„Bist du denn nicht Christus, der versprochene Retter? Dann hilf dir selbst und uns!“ So spottete, wie der Evangelist Lukas überliefert, einer der mit Jesus auf Golgatha gekreuzigten Verbrecher. Der andere wies diesen zurecht und sah ein, für seine Untat mit dem Tod am Kreuz bestraft zu werden. „Der da“, sagte er, auf Christus weisend, „ist unschuldig“. Er bat den Herrn, an ihn zu denken, wenn er seine Herrschaft antritt. Darauf Christus: „Ich versichere dich: Heute noch wirst du mit mir im Paradies sein!“
Der am Kreuz sein Leben aushauchende Gottessohn und die ihn flankierenden Mitverurteilten – diese Szene kennt man: zur Linken der Christus zugeneigte, bußfertige, zur Rechten der sich von Christus abwendende unbußfertige Schächer. Vielfach haben bildende Künstler den „Kalvarienberg“ gestaltet. Zu ihnen zählt, an allererster Stelle, ein oberbayerischer Bildhauer, in Weilheim 1601 oder 1602 geboren, nach nur 33 Lebensjahren, Christus ähnlich, in Augsburg gestorbene Georg Petel. Kaum einer seiner Zeitgenossen verstand sich auf die Elfenbeinschnitzerei so gut wie er. Nicht umsonst galt er als der deutsche Michelangelo. Noch keine 22, schuf er einen am Kreuz sterbenden Christus aus Elfenbein, der ihn bereits damals schon weltberühmt machte.

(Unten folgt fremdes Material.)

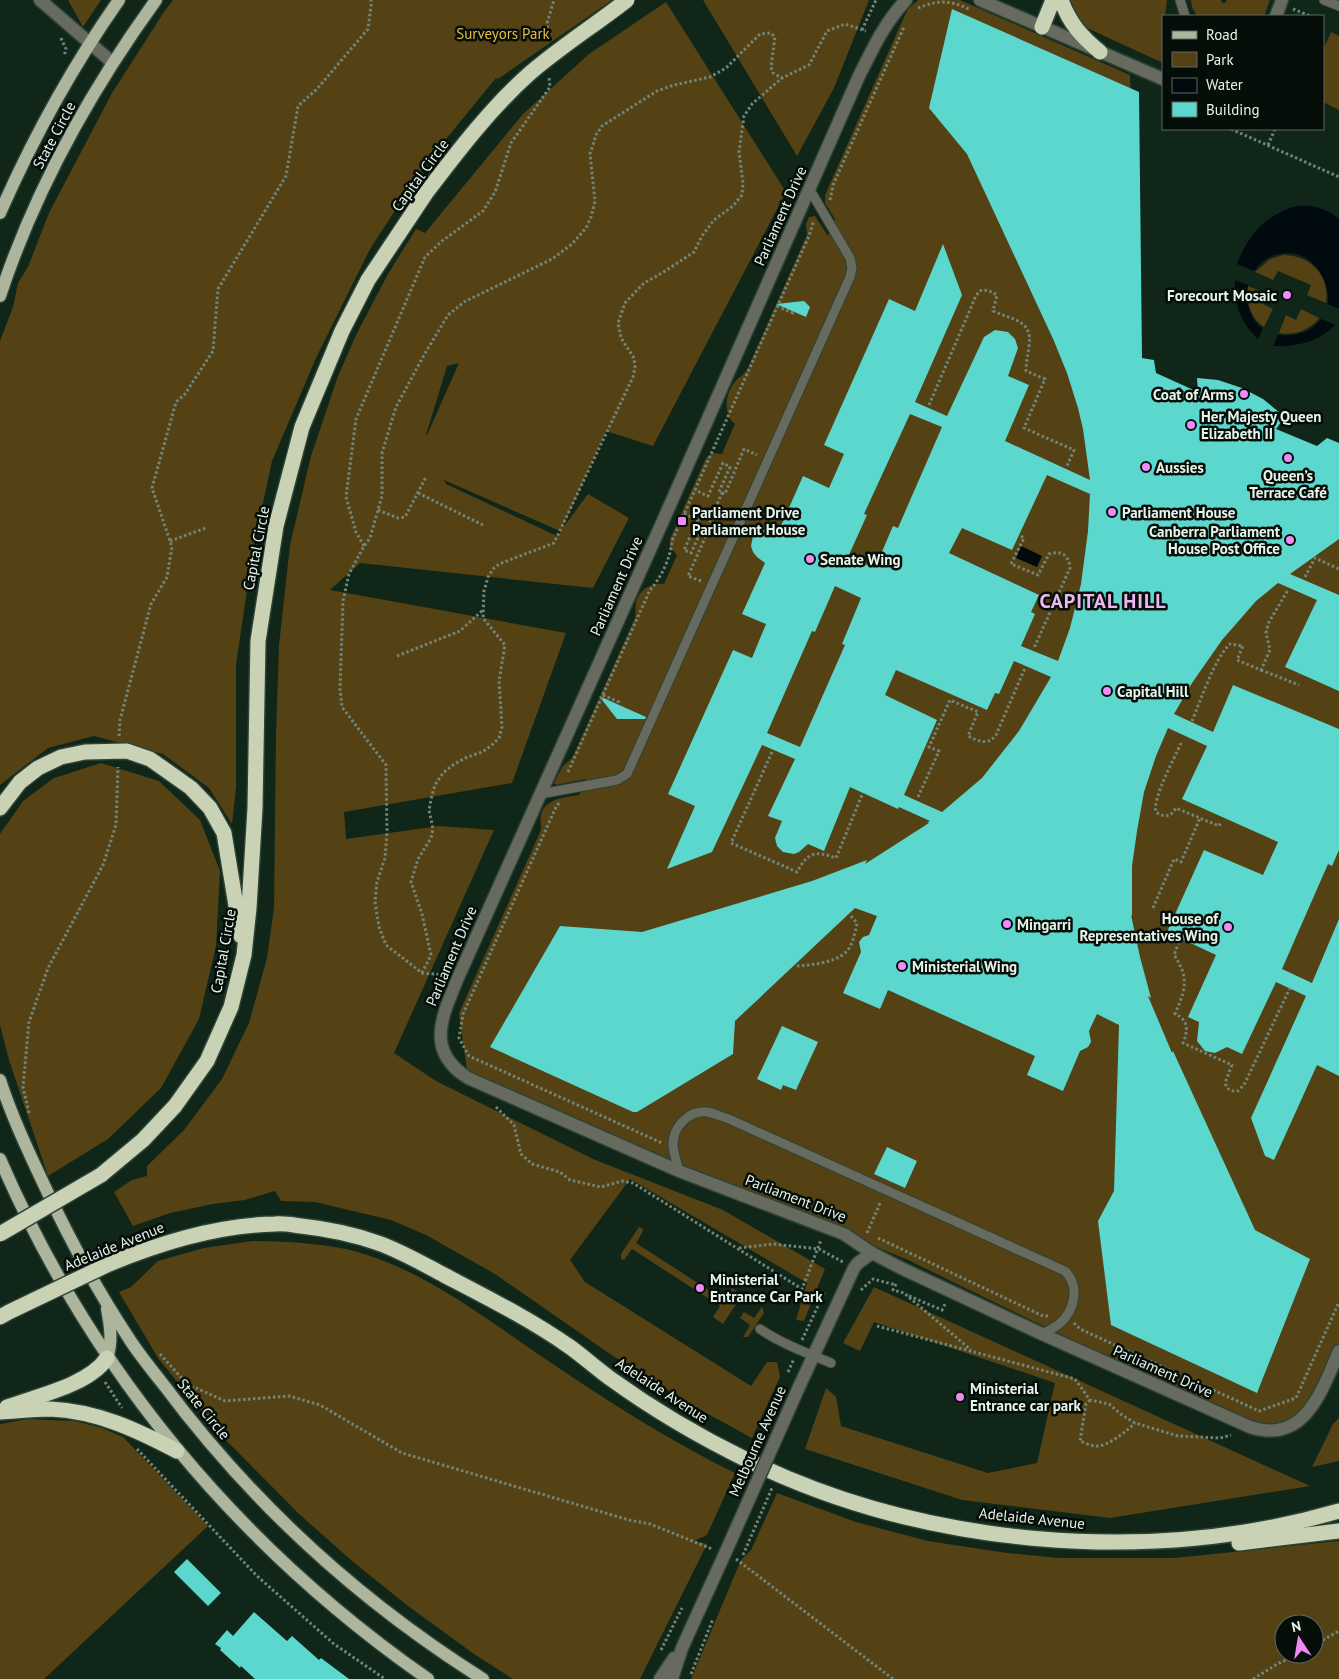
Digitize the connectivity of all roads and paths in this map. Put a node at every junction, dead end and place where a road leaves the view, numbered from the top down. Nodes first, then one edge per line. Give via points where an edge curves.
1 (40, 0) edge
2 (118, 0) edge
3 (156, 0) edge
4 (371, 0) edge
5 (554, 0) edge
6 (627, 0) edge
7 (876, 0) edge
8 (906, 0) edge
9 (1053, 0) edge
10 (1061, 0) edge
11 (1180, 0) edge
12 (1324, 0) edge
13 (976, 5) edge
14 (1339, 6) edge
15 (914, 11) dead end
16 (1178, 15) edge
17 (1185, 15) edge
18 (908, 19) dead end
19 (1042, 27) junction
20 (862, 30) junction
21 (869, 33) dead end
22 (548, 41) dead end
23 (90, 43) junction
24 (1100, 52) junction
25 (113, 63) junction
26 (549, 68) dead end
27 (782, 78) junction
28 (1162, 79) edge
29 (1233, 130) edge
30 (1275, 130) edge
31 (1268, 146) junction
32 (1339, 177) edge
33 (810, 190) junction
34 (828, 208) dead end
35 (0, 214) edge
36 (815, 217) dead end
37 (0, 296) edge
38 (777, 306) junction
39 (793, 311) dead end
40 (929, 405) dead end
41 (760, 456) dead end
42 (1067, 466) dead end
43 (426, 477) dead end
44 (695, 490) junction
45 (418, 493) junction
46 (722, 493) junction
47 (378, 510) junction
48 (684, 514) junction
49 (483, 525) dead end
50 (206, 528) dead end
51 (706, 530) junction
52 (1021, 536) dead end
53 (170, 541) junction
54 (364, 546) junction
55 (1339, 569) edge
56 (1305, 577) dead end
57 (704, 582) dead end
58 (1288, 590) dead end
59 (483, 609) junction
60 (1034, 648) dead end
61 (396, 656) dead end
62 (1025, 668) dead end
63 (1261, 670) junction
64 (1299, 685) dead end
65 (603, 695) junction
66 (618, 704) dead end
67 (1192, 721) dead end
68 (1181, 743) dead end
69 (118, 751) junction
70 (772, 752) dead end
71 (566, 776) dead end
72 (540, 794) junction
73 (862, 795) dead end
74 (918, 797) dead end
75 (563, 798) dead end
76 (0, 808) edge
77 (1200, 818) junction
78 (1221, 822) dead end
79 (1153, 908) dead end
80 (851, 916) dead end
81 (1179, 942) dead end
82 (244, 955) junction
83 (797, 966) dead end
84 (422, 973) junction
85 (448, 976) dead end
86 (1290, 988) dead end
87 (0, 1080) edge
88 (495, 1106) dead end
89 (30, 1115) dead end
90 (673, 1148) junction
91 (0, 1160) edge
92 (679, 1171) junction
93 (886, 1190) junction
94 (826, 1226) junction
95 (860, 1229) dead end
96 (867, 1233) junction
97 (0, 1234) edge
98 (738, 1248) junction
99 (819, 1249) junction
100 (872, 1253) junction
101 (896, 1284) dead end
102 (827, 1287) dead end
103 (893, 1290) dead end
104 (856, 1294) dead end
105 (105, 1302) junction
106 (1339, 1302) edge
107 (4, 1314) edge
108 (1064, 1319) junction
109 (877, 1326) dead end
110 (760, 1330) dead end
111 (1042, 1334) junction
112 (798, 1349) junction
113 (1339, 1351) edge
114 (974, 1352) junction
115 (162, 1357) dead end
116 (814, 1357) junction
117 (107, 1358) junction
118 (832, 1363) dead end
119 (788, 1373) dead end
120 (1090, 1400) junction
121 (0, 1410) edge
122 (1135, 1424) junction
123 (1250, 1427) junction
124 (178, 1451) junction
125 (1339, 1511) edge
126 (1339, 1531) edge
127 (1140, 1542) junction
128 (721, 1551) junction
129 (686, 1601) dead end
130 (1339, 1632) edge
131 (1324, 1639) edge
132 (682, 1648) junction
133 (659, 1653) dead end
134 (1279, 1664) edge
135 (428, 1679) edge
136 (483, 1679) edge
137 (660, 1679) edge
138 (672, 1679) edge
139 (893, 1679) edge
140 (1253, 1679) edge

1 - 23 street
2 - 23 main road, State Circle
3 - 25 main road, State Circle
4 - 53 path via 368,29 318,89 298,106 286,176 218,289 213,351 176,402 152,488
5 - 22 path via 547,23
6 - 82 highway, Capital Circle, bridge via 530,74 492,111 426,192 368,280 342,330 302,427 276,526 258,640 255,808
7 - 20 path
8 - 33 street, Parliament Drive via 878,36
9 - 19 highway
10 - 24 highway via 1075,28
11 - 16 lane
11 - 17 lane
12 - 14 lane
13 - 15 path via 946,0 929,3
13 - 19 street
18 - 34 path via 834,185
19 - 24 street
20 - 21 path
20 - 27 path via 845,24 827,31 809,65
23 - 25 street
23 - 35 main road, State Circle via 56,100
24 - 28 street
25 - 37 main road, State Circle via 64,148
26 - 54 path via 550,87 511,143 495,192 482,212 426,257 356,419 346,497 356,532
27 - 47 path via 773,73 771,67 775,36 760,34 726,68 710,77 657,91 602,126 590,154 595,201 586,228 552,259 464,302 448,315 424,355 396,407 382,453 382,496
27 - 59 path via 752,104 744,116 739,152 742,195 714,220 694,252 644,283 625,303 618,323 621,338 634,358 633,377 554,544 493,569 484,591
29 - 31 path
30 - 31 path
31 - 32 path
33 - 72 street, Parliament Drive
33 - 72 lane via 851,261 852,270 846,285 627,774 617,780
36 - 38 path
38 - 39 path
38 - 44 path
40 - 42 path via 975,298 979,292 991,291 996,296 993,311 1026,325 1030,332 1026,371 1045,379 1024,428 1074,450
41 - 46 path via 744,449 725,494
43 - 45 path
44 - 46 path via 708,496 723,464 730,467 719,492
44 - 48 path
45 - 47 path via 405,517 398,518
45 - 49 path
46 - 51 path
47 - 54 path via 370,538
48 - 51 path via 698,520 684,550 691,553 702,529
48 - 65 path via 657,583 650,590
50 - 53 path
51 - 57 path via 688,576
52 - 60 path via 1024,538 1011,564 1038,575 1049,554 1060,552 1070,561 1070,568
53 - 69 path via 167,577 151,604 120,720
54 - 84 path via 350,574 343,601 342,707 386,765 385,858 375,902 379,926 386,945
55 - 56 path via 1315,558
58 - 63 path via 1269,622 1266,633 1270,650
59 - 61 path via 460,631
59 - 84 path via 483,618 505,645 499,681 502,727 499,738 491,746 453,766 435,785 428,810 431,838 418,859 411,882 431,955
62 - 74 path via 996,735 987,742 968,736 978,712 950,700 929,747 939,751
63 - 64 path
63 - 67 path via 1237,660 1243,646 1230,644 1217,663
65 - 66 path
65 - 71 path
68 - 77 path via 1154,806 1161,816 1168,816 1176,808
69 - 76 highway via 85,752 62,757 38,768 20,782
69 - 82 highway via 150,759 191,788 210,808 224,833
69 - 89 path via 116,825 103,865 48,968 29,1022 23,1087
70 - 73 path via 731,843 797,872 811,855 836,858
72 - 92 street, Parliament Drive via 442,1018 443,1049 451,1064 468,1078
75 - 90 path via 473,986 459,1038 469,1056
77 - 78 path via 1219,826
77 - 79 path via 1181,862 1174,859
80 - 83 path via 857,923 846,953 817,964
81 - 86 path via 1174,955 1185,980 1184,994 1175,1014 1187,1024 1183,1043 1232,1065 1225,1083 1227,1089 1238,1091 1244,1085
82 - 97 highway, Capital Circle, bridge via 231,1007 207,1061 175,1106 143,1140 101,1175
84 - 85 path
87 - 105 main road, State Circle via 59,1217
88 - 98 path via 514,1125 521,1154 532,1164 560,1172 570,1180 601,1187 622,1181 634,1183
90 - 92 lane
90 - 93 lane via 675,1133 684,1120 696,1112 707,1112
91 - 117 main road via 50,1264
92 - 94 street, Parliament Drive
93 - 96 path
93 - 108 lane via 1064,1271 1072,1281 1074,1294
94 - 99 path
94 - 100 street, Parliament Drive
95 - 96 path
96 - 108 path via 1043,1316
98 - 99 path via 773,1244
98 - 99 path via 802,1289
100 - 111 street, Parliament Drive
100 - 116 street, Melbourne Avenue via 854,1268
101 - 104 path via 873,1279
102 - 112 path
103 - 114 path via 904,1293
105 - 117 main road via 111,1336
105 - 136 main road, State Circle via 180,1407 275,1514 386,1612
106 - 108 path via 1296,1398 1259,1411
107 - 127 highway, Adelaide Avenue, bridge via 129,1256 173,1241 225,1229 277,1223 329,1229 380,1244 523,1316 656,1410 741,1457 798,1482 874,1508 951,1527 1057,1540
108 - 111 lane
109 - 114 path
110 - 112 lane
111 - 123 street, Parliament Drive
112 - 116 lane
112 - 119 path
113 - 123 street, Parliament Drive via 1317,1400 1307,1414 1281,1429 1268,1431
114 - 120 path via 1074,1379
115 - 128 path via 187,1384 225,1401 289,1396 320,1405 402,1453 650,1524
116 - 118 lane
116 - 128 street, Melbourne Avenue, bridge
117 - 121 highway via 97,1369 78,1380
117 - 124 main road
120 - 122 path via 1109,1404
120 - 122 path via 1086,1404 1080,1441 1097,1446 1106,1444
121 - 124 highway via 79,1412 142,1432
122 - 123 path via 1178,1436 1220,1438
124 - 135 main road via 285,1565 343,1616
125 - 127 highway, Adelaide Avenue via 1249,1532
126 - 127 highway via 1187,1547
128 - 132 street, Melbourne Avenue
128 - 139 path
129 - 133 path
130 - 131 path
132 - 137 street, Melbourne Avenue
132 - 138 street, Melbourne Avenue
134 - 140 path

Aber nicht um diese Figur, sondern um die Vorgaben für eine dreiteilige Kreuzigungsgruppe aus vergoldeter Bronze geht es in der neuesten Studienausstellung des Bayerischen Nationalmuseums „Goldene Passion“, entstanden 1625/26 in Augsburg, wo sich Petel, nach Wanderjahren in die Niederlande zu Peter Paul Rubens, nach Paris und Rom niedergelassen und verheiratet hatte. Diese Kreuzigungsgruppe ist nun erstmals, nachdem sie jahrzehntelang getrennt war, in München vereint. Hier lag der Kruzifixus im Depot, die beiden Schächer aber befanden sich im Berliner Bode-Museum. „Aufgrund ihrer dynamischen Konzeption und der meisterhaften Wiedergabe ihrer Anatomie“ zählte man sie schon immer zu Petels „vorbildhaften Werken“. Beweise hierfür lieferten „nicht zuletzt die vielen Kopien, die bis zum Ende des 18. Jahrhunderts entstanden. Mit den Schächern“, so der Petel-Forscher Jens Ludwig Burk, habe sich „bis heute das Rätsel der verlorengeglaubten Christusfigur“ verbunden.

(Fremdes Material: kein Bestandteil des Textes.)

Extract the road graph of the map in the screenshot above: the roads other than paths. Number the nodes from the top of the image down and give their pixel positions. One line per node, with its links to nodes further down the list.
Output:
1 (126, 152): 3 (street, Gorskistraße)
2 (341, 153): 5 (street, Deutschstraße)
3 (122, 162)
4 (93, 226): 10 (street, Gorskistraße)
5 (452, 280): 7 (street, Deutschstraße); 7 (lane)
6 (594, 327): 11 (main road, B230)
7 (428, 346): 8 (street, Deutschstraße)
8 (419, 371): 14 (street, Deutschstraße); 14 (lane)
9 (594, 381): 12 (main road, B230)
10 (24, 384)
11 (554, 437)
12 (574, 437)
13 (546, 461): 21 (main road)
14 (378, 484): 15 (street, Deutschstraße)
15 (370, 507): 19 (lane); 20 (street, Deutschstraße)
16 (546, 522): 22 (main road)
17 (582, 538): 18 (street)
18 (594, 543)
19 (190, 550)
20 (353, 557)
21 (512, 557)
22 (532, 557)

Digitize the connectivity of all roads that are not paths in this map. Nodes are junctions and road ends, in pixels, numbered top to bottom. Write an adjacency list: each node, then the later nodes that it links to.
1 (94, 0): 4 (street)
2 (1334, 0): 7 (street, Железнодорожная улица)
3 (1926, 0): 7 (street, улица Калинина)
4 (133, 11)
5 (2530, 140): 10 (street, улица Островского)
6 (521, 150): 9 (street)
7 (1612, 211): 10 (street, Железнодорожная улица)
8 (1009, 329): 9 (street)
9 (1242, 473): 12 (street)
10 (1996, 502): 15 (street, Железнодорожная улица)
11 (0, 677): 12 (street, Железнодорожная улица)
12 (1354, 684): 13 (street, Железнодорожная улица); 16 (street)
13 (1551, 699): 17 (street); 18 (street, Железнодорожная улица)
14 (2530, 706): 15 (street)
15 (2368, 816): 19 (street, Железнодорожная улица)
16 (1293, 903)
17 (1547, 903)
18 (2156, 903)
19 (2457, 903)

Antikes Pathos, die Intensität eines Peter Paul Rubens und der Genius des großen Michelangelo vereinen sich nach Burks Ansicht in dem nun erstmals zusammengeführten Meister-Trio. Um es herum gruppierte man ähnliche Karfreitags-“Ikonen“, Leihgaben aus Münchens Alter Pinakothek und Staatlicher Graphischer Sammlung, aus Brüssel und aus Weilheims Stadtmuseum. Computertomografische Aufnahmen geben Interessierten in einem abgetrennten Nebenraum Einblick in die Herstellungstechnik der Bronzen Meister Petels.

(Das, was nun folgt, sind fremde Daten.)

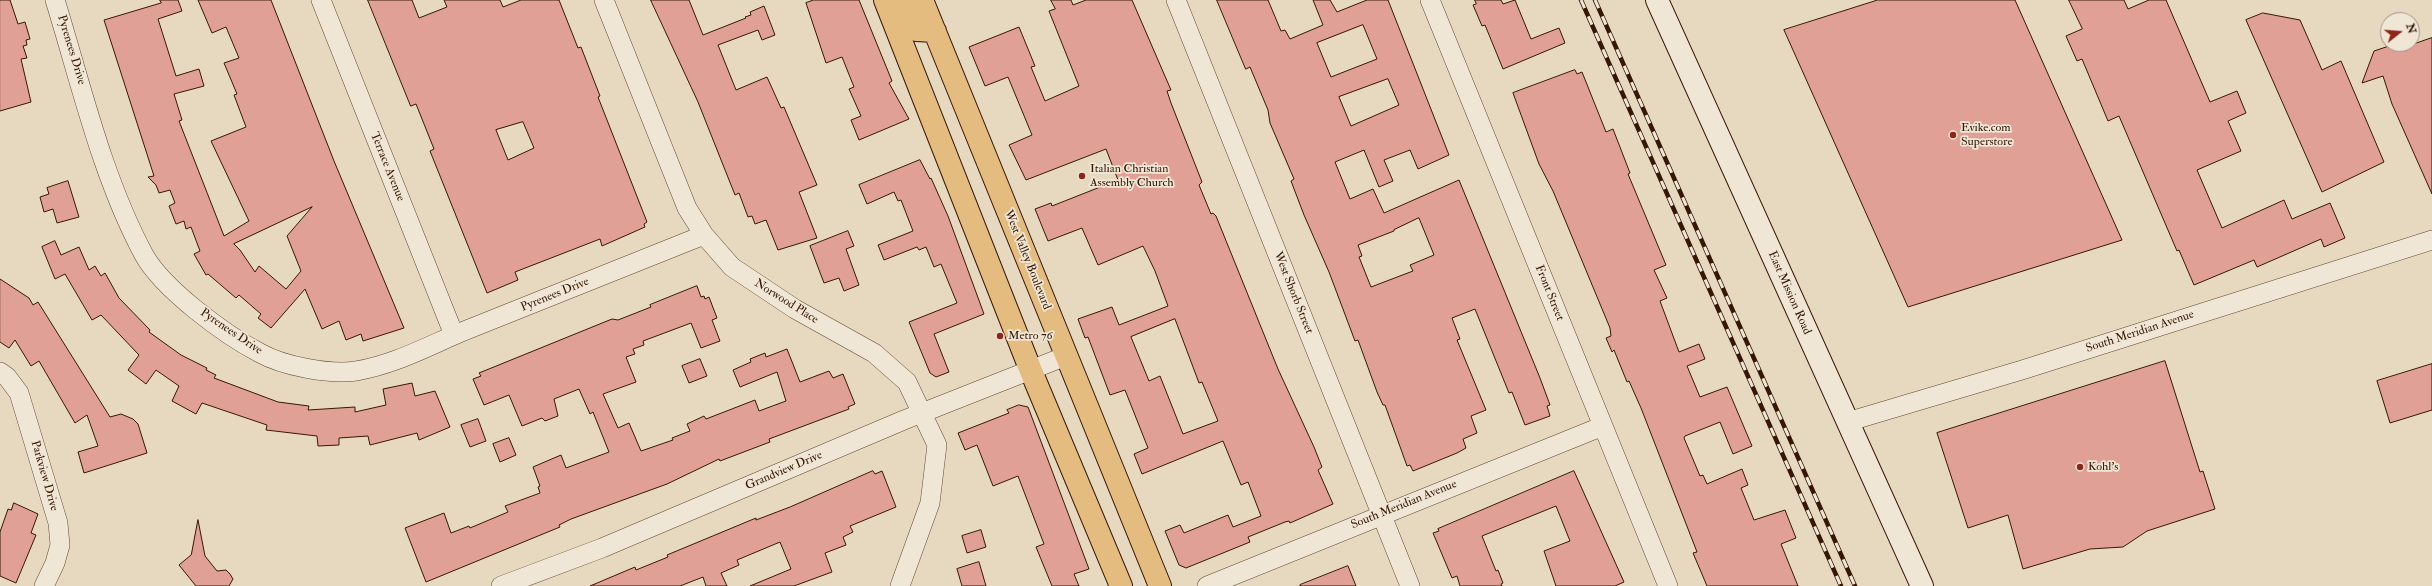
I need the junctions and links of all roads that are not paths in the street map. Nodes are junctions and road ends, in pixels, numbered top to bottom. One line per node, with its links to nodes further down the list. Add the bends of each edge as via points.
1 (55, 0): 13 (street, Pyrenees Drive, via 123,212 146,258 177,294 261,354 309,369 354,371 398,360)
2 (321, 0): 13 (street, Terrace Avenue)
3 (604, 0): 11 (street, Norwood Place, via 687,208)
4 (884, 0): 15 (main road)
5 (904, 0): 10 (main road, via 916,30)
6 (922, 0): 10 (main road, West Valley Boulevard)
7 (1176, 0): 20 (street, West Shorb Street)
8 (1430, 0): 19 (street, Front Street)
9 (1657, 0): 18 (main road, East Mission Road)
10 (935, 31): 14 (main road, West Valley Boulevard)
11 (704, 235): 13 (street, Pyrenees Drive); 17 (street, Norwood Place, via 732,267 764,289 874,353 907,382)
12 (2432, 240): 18 (street, South Meridian Avenue, via 2022,370)
13 (454, 335)
14 (1066, 356): 15 (street, Grandview Drive); 25 (main road, West Valley Boulevard)
15 (1031, 371): 17 (street, Grandview Drive); 24 (main road)
16 (0, 372): 21 (street, Parkview Drive, via 19,393 58,523 60,545)
17 (923, 414): 22 (street, Grandview Drive, via 602,548); 23 (street, Norwood Place, via 938,446 930,503)
18 (1846, 422): 29 (main road, East Mission Road)
19 (1603, 426): 20 (street, South Meridian Avenue); 28 (street, Front Street)
20 (1381, 514): 26 (street, South Meridian Avenue); 27 (street, West Shorb Street)
21 (44, 586)
22 (501, 586)
23 (900, 586)
24 (1120, 586)
25 (1160, 586)
26 (1207, 586)
27 (1410, 586)
28 (1668, 586)
29 (1922, 586)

Ohne die Unterstützung der Ernst von Siemens-Kunststiftung und der Reiner Winkler Stiftung und die enge Zusammenarbeit mit der Skulpturensammlung und dem Museum für Byzantinische Kunst, Staatliche Museen Berlin wäre diese spezielle Studien-Schau nicht möglich gewesen. Sie zieht nach ihrer Münchner „Premiere“ bis 30. Juni (täglich außer Montag von 10 bis 17, donnerstags bis 20 Uhr) selbstverständlich noch in die bisherige „Heimat“ der beiden Schächer, das Berliner Bode-Museum (12. Juli bis 13. Oktober).